How Will Bitcoin Move?

Part 1 – Introduction, Literature Review and Data Description 

This first part of this article consists of introductory information about Bitcoin, literature review, data descriptions and potential models to determine what we predict about Bitcoin’s volatility (such as GARCH modeling for example) and value based on past data. Further parts will mainly be data analysis of the cryptocurrency, and thus predictions of future prices, returns or volatility. The creators of Bitcoin set up the digital currency in an effort to eliminate the need for trusted third parties to complete digital financial transactions. We here represent the ideas of Satoshi Nakamoto, the pseudonymous identity of the person/s behind Bitcoin, as presented in their white paper.

Trading online, Nakamoto asserts, has come to rely almost exclusively on financial institutions serving as trusted third parties to process electronic payments. While the system works well enough for most transactions, it still suffers from the inherent weaknesses of the trust-based model. Completely non-reversible transactions are not possible since financial institutions cannot avoid mediating disputes. The cost of mediation increases transaction costs, limiting the minimum practical transaction size and cutting off the possibility for small casual transactions, and thus there is a broader cost in the loss of ability to make non-reversible payments for non-reversible services. With the possibility of reversal, the need for trust spreads. Merchants must be wary of their customers, hassling them for more information than they would otherwise need. A certain percentage of fraud is accepted as unavoidable. These costs and payment uncertainties are avoided in person through the use of physical currency, but no mechanism yet exists, asserted Nakamoto in 2008, to make payments over a communications channel without a trusted party. What cryptocurrencies require is an electronic payment system based on cryptographic proof instead of trust, allowing any two willing parties to transact directly with each other without the need for a trusted third party. Transactions that are computationally impractical to reverse would protect sellers from fraud, and routine escrow mechanisms could easily be implemented to protect buyers (Nakamoto 2008).

Our modern economy, Nakamoto continues, relies heavily on digital means of payments. Trade in the form of e-commerce, for example, necessitates the usage of digital tokens. In a digital currency system, the means of payment is simply a string of bits. This poses a problem, as these strings of bits, like any other digital record, can easily be copied and re-used for payment. Essentially, a digital token can be counterfeited by using it twice; this is the so-called double-spending problem. Traditionally, this problem has been overcome by relying on a trusted third-party who manages for a fee a centralized ledger and transfers balances by crediting and debiting buyers and sellers’ accounts. This third-party is often the issuer of the digital currency itself, one prominent example being PayPal, and the value of the currency derives from the fact that users trust the third-party to prohibit double-spending. Cryptocurrencies such as Bitcoin go a step further and remove the need for a trusted third-party. Instead, the creators of Bitcoin sought to address this problem by relying on a decentralized network of (possibly anonymous) validators to maintain and update copies of the ledger.
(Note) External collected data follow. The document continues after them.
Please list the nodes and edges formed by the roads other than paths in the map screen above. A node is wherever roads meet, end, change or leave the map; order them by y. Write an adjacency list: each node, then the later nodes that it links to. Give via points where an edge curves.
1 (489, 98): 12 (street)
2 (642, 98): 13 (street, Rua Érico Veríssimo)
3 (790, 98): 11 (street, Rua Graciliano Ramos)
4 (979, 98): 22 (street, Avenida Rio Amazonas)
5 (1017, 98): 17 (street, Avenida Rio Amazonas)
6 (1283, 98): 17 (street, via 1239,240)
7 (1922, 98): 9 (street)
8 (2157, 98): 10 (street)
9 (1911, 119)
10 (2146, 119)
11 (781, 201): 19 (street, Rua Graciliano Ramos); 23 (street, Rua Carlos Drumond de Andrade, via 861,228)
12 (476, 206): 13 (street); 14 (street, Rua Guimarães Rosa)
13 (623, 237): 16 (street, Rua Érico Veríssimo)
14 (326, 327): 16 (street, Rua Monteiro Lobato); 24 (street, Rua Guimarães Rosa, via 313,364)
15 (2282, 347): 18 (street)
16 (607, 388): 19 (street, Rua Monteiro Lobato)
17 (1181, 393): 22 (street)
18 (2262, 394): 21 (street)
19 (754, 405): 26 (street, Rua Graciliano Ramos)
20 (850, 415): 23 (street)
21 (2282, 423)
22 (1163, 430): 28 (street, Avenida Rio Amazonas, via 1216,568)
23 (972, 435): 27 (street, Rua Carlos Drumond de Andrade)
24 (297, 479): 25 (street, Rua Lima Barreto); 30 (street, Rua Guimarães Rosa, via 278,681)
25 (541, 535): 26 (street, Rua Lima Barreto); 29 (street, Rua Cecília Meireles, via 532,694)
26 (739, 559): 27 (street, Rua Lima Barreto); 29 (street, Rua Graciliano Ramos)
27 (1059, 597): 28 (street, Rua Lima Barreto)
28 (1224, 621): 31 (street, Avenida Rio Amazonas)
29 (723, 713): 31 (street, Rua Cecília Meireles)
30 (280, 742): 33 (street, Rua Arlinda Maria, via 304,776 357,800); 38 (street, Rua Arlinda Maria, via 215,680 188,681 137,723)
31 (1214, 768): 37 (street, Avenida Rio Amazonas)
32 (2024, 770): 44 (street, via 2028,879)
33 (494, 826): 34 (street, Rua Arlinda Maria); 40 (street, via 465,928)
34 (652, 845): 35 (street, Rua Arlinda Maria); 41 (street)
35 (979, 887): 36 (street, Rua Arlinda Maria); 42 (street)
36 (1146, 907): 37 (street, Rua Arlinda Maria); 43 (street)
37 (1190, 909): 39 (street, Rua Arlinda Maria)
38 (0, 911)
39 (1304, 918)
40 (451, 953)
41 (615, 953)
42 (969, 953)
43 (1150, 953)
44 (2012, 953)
This necessitates that consensus between the validators is maintained about the correct record of transactions so that the users can be sure to receive and keep ownership of balances. But such a consensus ultimately requires that users do not double-spend the currency and that users can trust the validators to accurately update the ledger. How do cryptocurrencies such as Bitcoin tackle these challenges? Trust in the currency is based on a blockchain which ensures the distributed verification, updating and storage of the record of transaction histories. This is done by forming a blockchain. A block is a set of transactions that have been conducted between the users of the cryptocurrency. A chain is created from these blocks containing the history of past transactions that allows one to create a ledger where one can publicly verify the amount of balances or currency a user owns. Hence, a blockchain is like a book containing the ledger of all past transactions with a block being a new page recording all the current transactions.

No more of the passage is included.